In the United States, Malcolm Hoenlein, executive
vice-chairman of the Conference of Presidents of Major
American Jewish Organizations, and a frequent speaker in
Canada, said Arafat will be remembered as “the largest mass
murderer of Jews since Hitler,” and as someone “more devoted
to killing Jews than to the welfare of his own people.’”
* * *
Arafat visited Canada once, in March 1999. It was a one-day
trip, part of a whirlwind tour of eight nations designed to
drum up western support for his unilateral declaration of
independence, which he’d threatened for May 4 of that year. He
failed to get Canada’s support.
In Ottawa, he held talks with then prime minister Jean
Chrétien for 40 minutes, after which Chrétien reaffirmed
Canada’s support for the idea of a Palestinian state,
stressing, though, that it should be achieved through
negotiations and not a unilateral declaration.

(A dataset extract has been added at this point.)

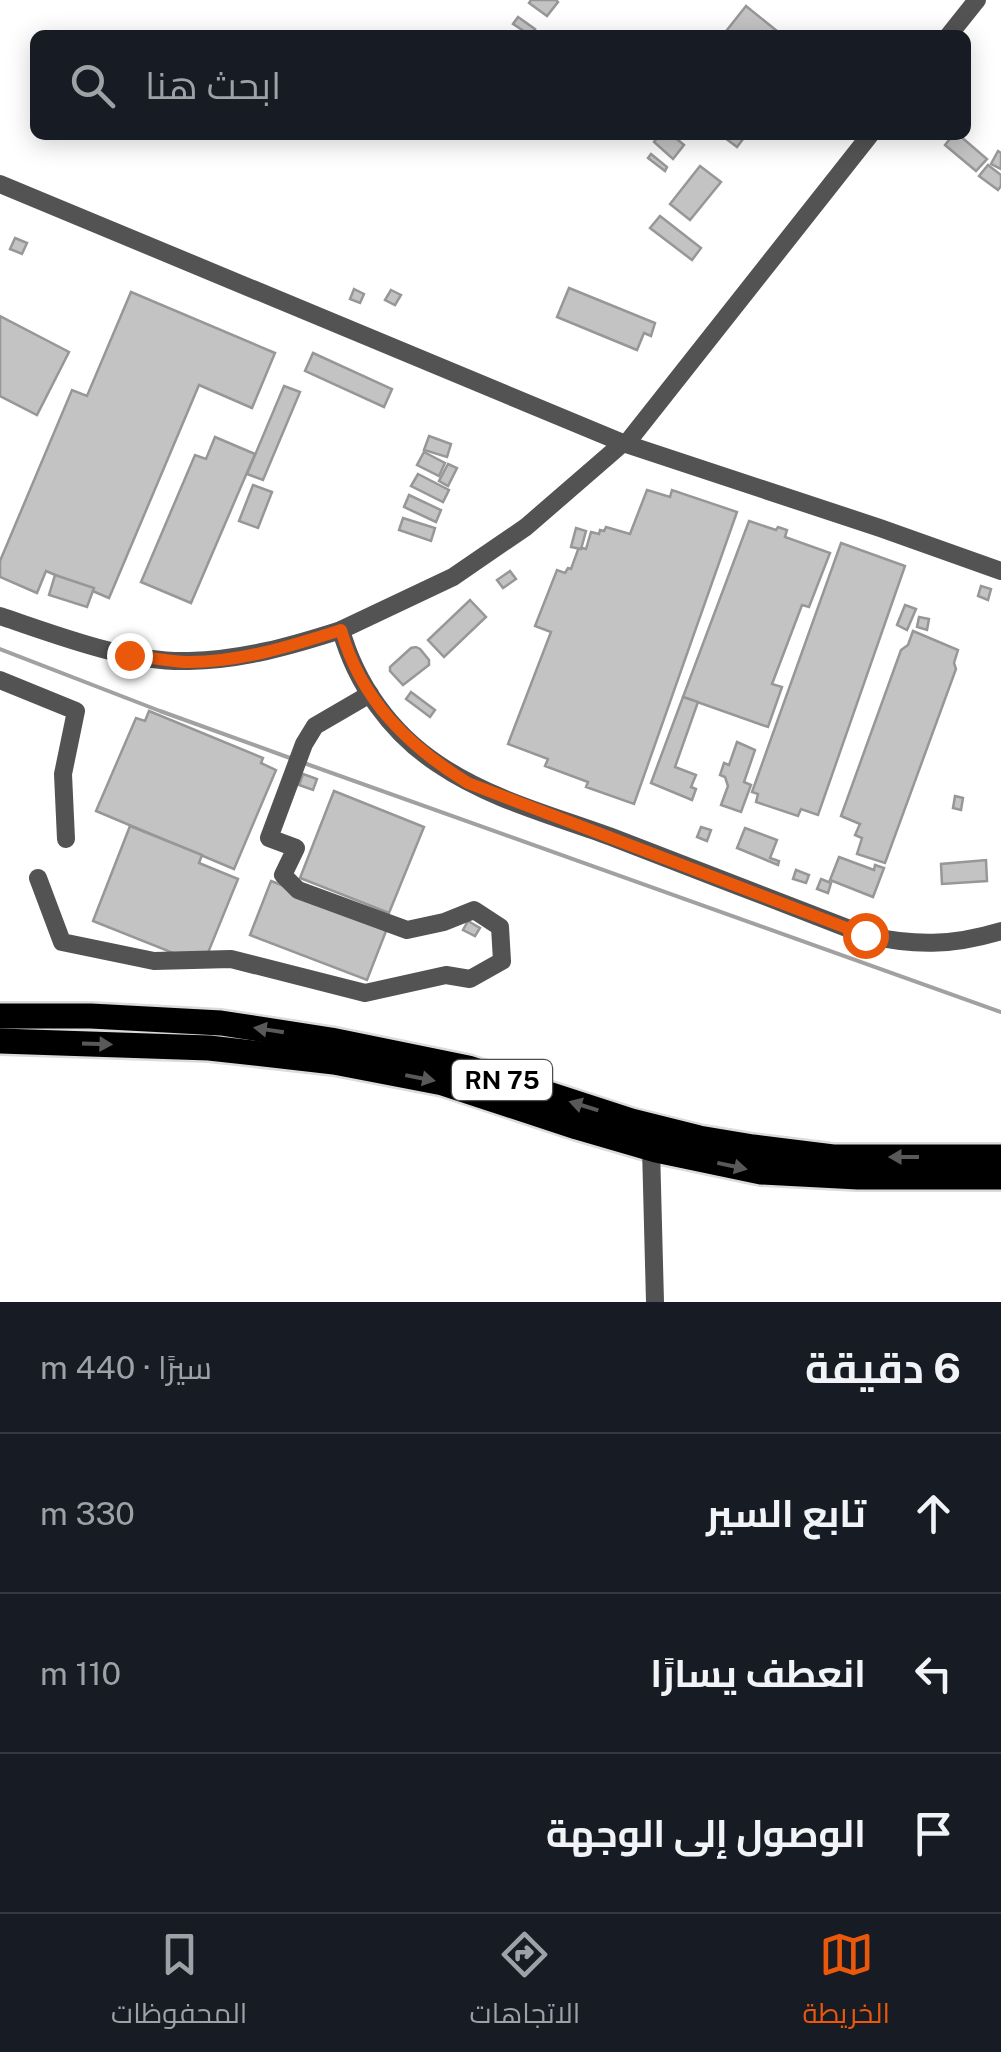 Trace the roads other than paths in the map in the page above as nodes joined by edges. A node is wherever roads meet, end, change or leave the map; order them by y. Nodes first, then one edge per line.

However, the prime minister did get caught up in
controversy typical of the Middle East minefield when he said
negotiations “should result [in] the creation of a state for
the Palestinians.”
Canada’s Jewish advocacy groups demanded an explanation,
charging that his statement pre-judged the outcome of
bilateral talks and represented a departure from long-held
Canadian policy.
Arafat and Chrétien met again in 2000 during the prime
minister’s historic trip to Israel and the Palestinian
territories, and again Chrétien stumbled.
He was criticized for advising Arafat that a unilateral
declaration of independence could be a useful bargaining tool
– contradicting his earlier view, irking Israel, and handing
ammunition to Quebec separatists.
* * *
Jewish criticism of Arafat revolved principally around the
contention that he was two-faced and opportunistic:
recognizing Israel – and basking in the international
recognition the move afforded him – but refusing to halt
terrorism against Israeli civilians; speaking about peace in
English, but inciting Palestinians against Israel in Arabic.
“While he at different times said the right things, it
didn’t matter,’’ said Menachem Rosensaft, a former national
president of the Labor Zionist Alliance who met the
Palestinian leader in Stockholm in 1988.
Ultimately Arafat “had neither the vision nor the courage
to follow through and implement the steps necessary to create
a true peace with Israel,’’ Rosensaft said. “He was never
prepared to crack down on terrorists.’’
Henry Siegman, a former national executive director of the
American Jewish Congress, may have also summed up the feelings
of many North American Jews when he said that Arafat “will not
be rehabilitated within the Jewish community by his death.”